Phototriggered Hydrogen Persulfide Donors via Hydrosulfide Radical Formation Enhancing the Reactive Sulfur Metabolome in Cells

Hydrogen persulfide (H₂S₂) is an important sulfur-containing signaling molecule that plays a crucial role in the homeostasis of various organ systems, such as the renal, cardiovascular, liver, and gastrointestinal systems. However, research on H₂S₂ in biological settings is still challenging due to its instability and high reactivity. Compounds that can controllably release H₂S₂ (also known as donors) are thus crucial research tools.
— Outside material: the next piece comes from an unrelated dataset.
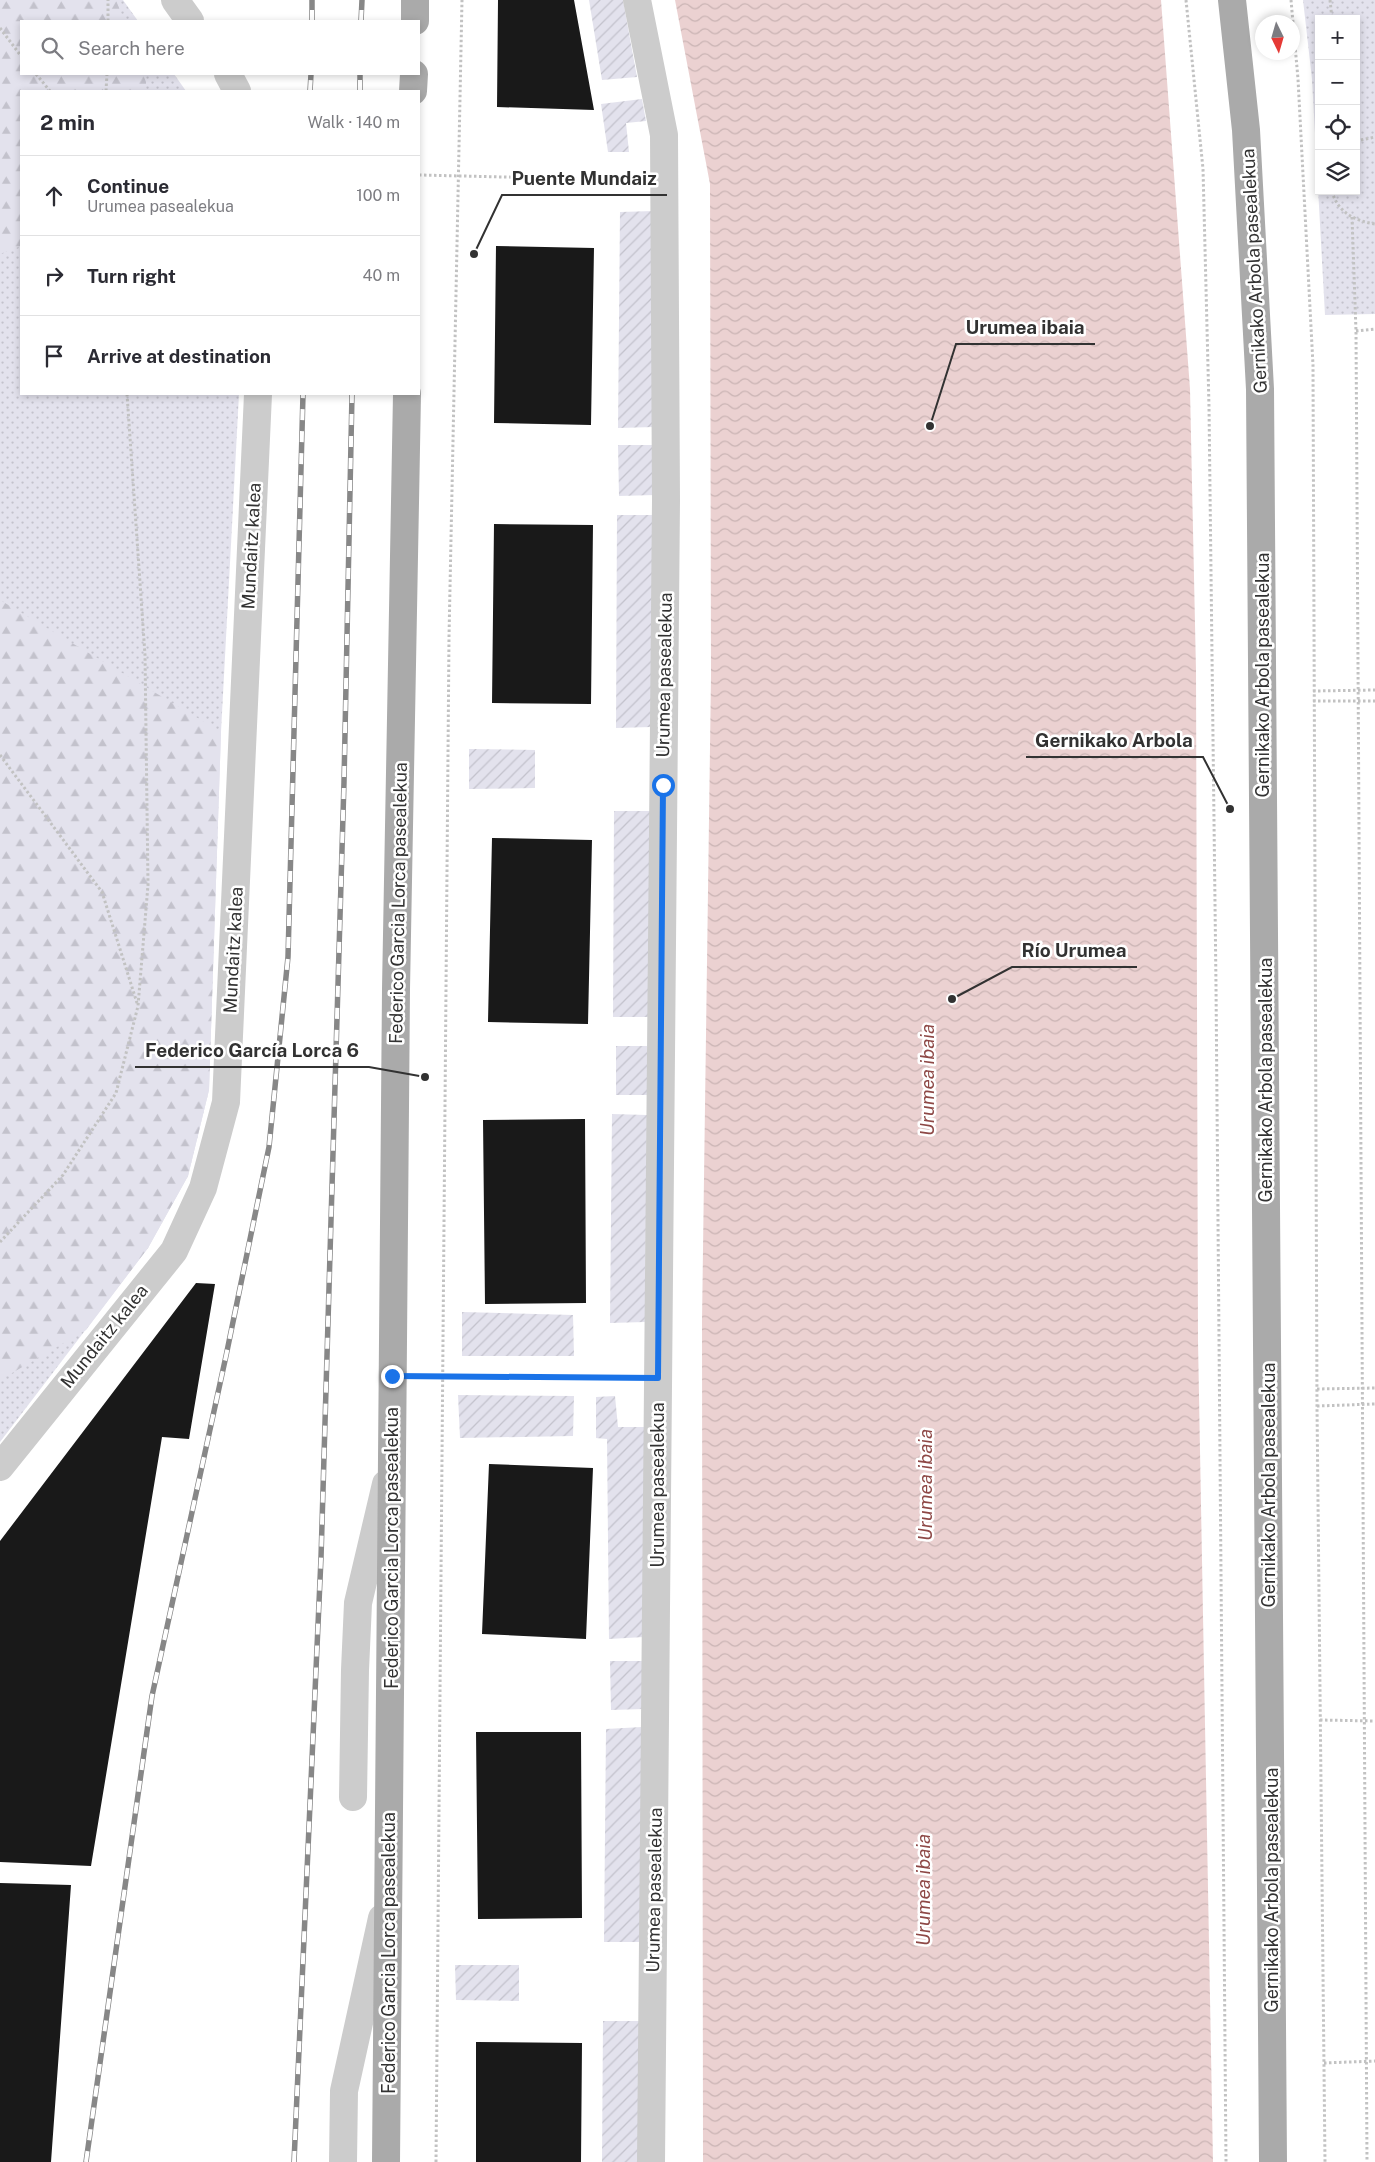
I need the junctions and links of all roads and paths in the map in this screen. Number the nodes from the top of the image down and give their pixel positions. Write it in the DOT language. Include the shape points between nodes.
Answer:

Currently, available H₂S₂ donors are still very limited, with most of them relying on modified disulfide templates. These templates possess an unavoidable limitation of being susceptible to cellular disulfide exchange which can compromise their efficacy. In this work, we explored nondisulfide-based and nonoxidation-dependent templates for the design of H₂S₂ donors. We found that tertiary naphthacyl thiols could undergo phototriggered C–S homolytic cleavage to form H₂S₂ via hydrosulfide (HS) radicals. In addition, the release of H₂S₂ was associated with the formation of a product with strong blue fluorescence, which allowed for real-time monitoring of the release process. This reaction was demonstrated to proceed effectively in both buffers and cells, with the ability to enhance intracellular production of persulfides, including GSSH, CysSSH, H₂S₂, H₂S₃, etc. It provides a unique photocontrolled H₂S₂ donor system with distinct advantages compared to known H₂S₂ donors due to its good stability and spatiotemporal control ability.